Calculating work in weakly driven quantum master equations: backward and forward equations
Fei Liu
TL;DR
This paper demonstrates the equivalence of two methods for calculating work distribution in weakly driven quantum master equations, connecting quantum jump trajectories and energy measurements, and reveals a new heat-related equality.
Contribution
It shows the equivalence of backward and forward approaches for work calculation in quantum systems and clarifies the microscopic basis of one method.
Findings
Two methods are mathematically equivalent.
A new heat-related equality is identified.
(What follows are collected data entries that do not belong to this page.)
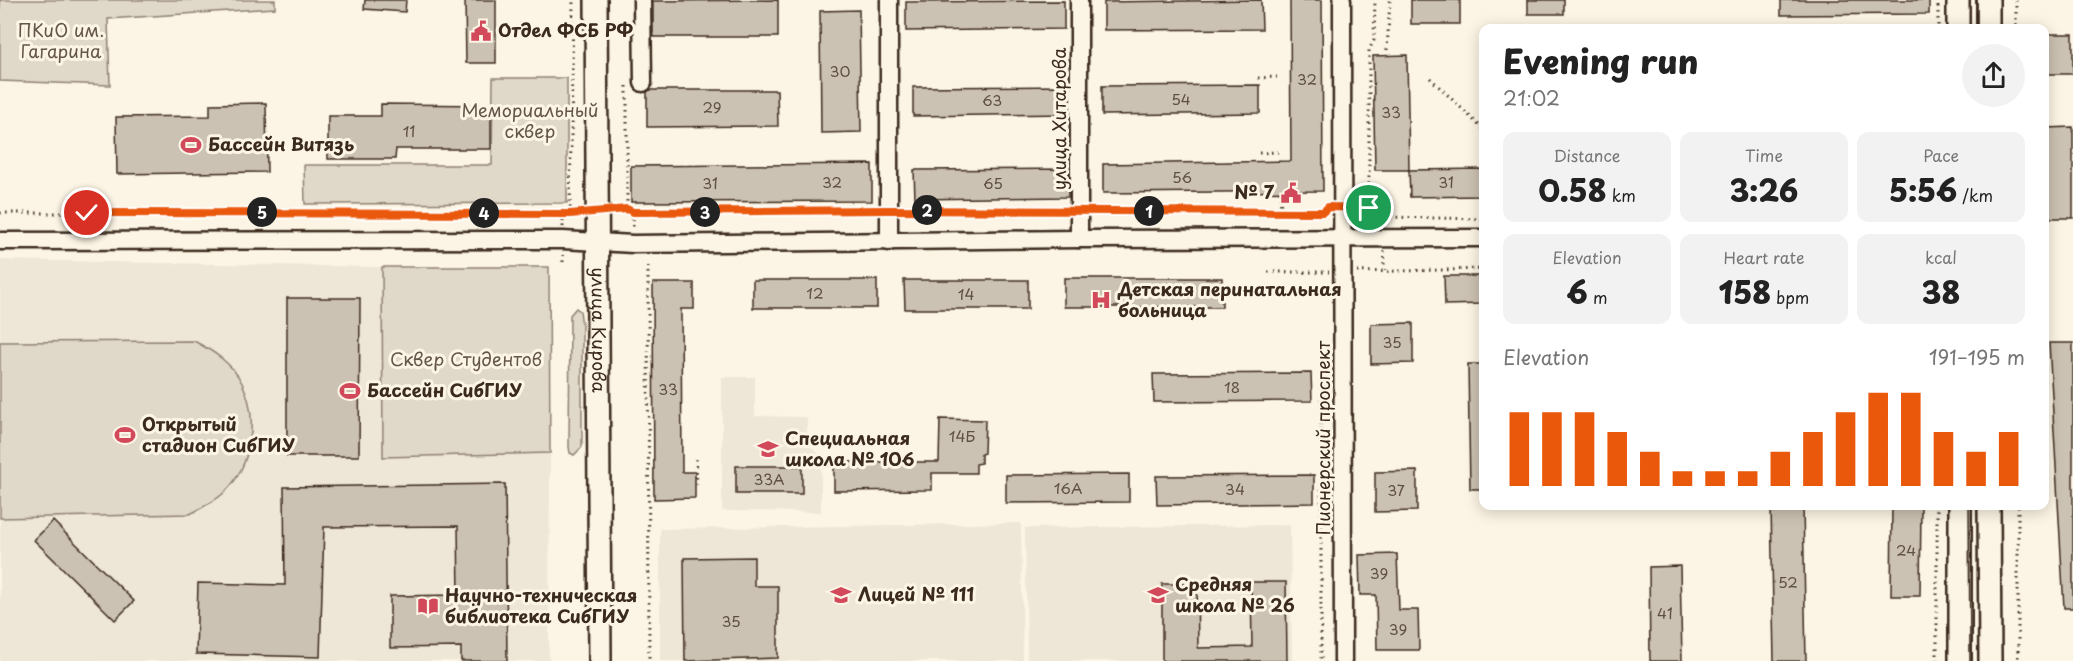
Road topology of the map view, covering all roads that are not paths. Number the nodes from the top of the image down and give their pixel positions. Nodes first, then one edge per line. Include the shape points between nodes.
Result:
1 (596, 0) edge
2 (642, 0) edge
3 (889, 0) edge
4 (1079, 0) edge
5 (1342, 0) edge
6 (1958, 0) edge
7 (1988, 0) edge
8 (1958, 24) edge
9 (1988, 24) edge
10 (635, 82) road end
11 (1079, 238) junction
12 (1342, 238) junction
13 (1479, 238) edge
14 (0, 241) edge
15 (597, 241) junction
16 (889, 242) junction
17 (1960, 510) edge
18 (1989, 510) edge
19 (600, 661) edge
20 (1343, 661) edge
21 (1960, 661) edge
22 (1990, 661) edge

1 - 15 main road, улица Кирова
2 - 10 street
3 - 16 street
4 - 11 street, улица Хитарова
5 - 12 street, Пионерский проспект
6 - 8 main road
7 - 9 main road
11 - 12 street
11 - 16 street
12 - 13 street
12 - 20 street, Пионерский проспект
14 - 15 street
15 - 16 street
15 - 19 main road, улица Кирова
17 - 21 main road
18 - 22 main road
The microscopic basis of the quantum jump approach is clarified.
Abstract
I present a technical report indicating that the two methods used for calculating characteristic functions for the work distribution in weakly driven quantum master equations are equivalent. One involves applying the notion of quantum jump trajectory [Phys. Rev. E 89, 042122 (2014)], while the other is based on two energy measurements on the combined system and reservoir [Silaev, et al., Phys. Rev. E 90, 022103 (2014)]. These represent backward and forward methods, respectively, which adopt a very similar approach to that of the Kolmogorov backward and forward equations used in classical stochastic theory. The microscopic basis for the former method is also clarified. In addition, a previously unnoticed equality related to the heat is also revealed.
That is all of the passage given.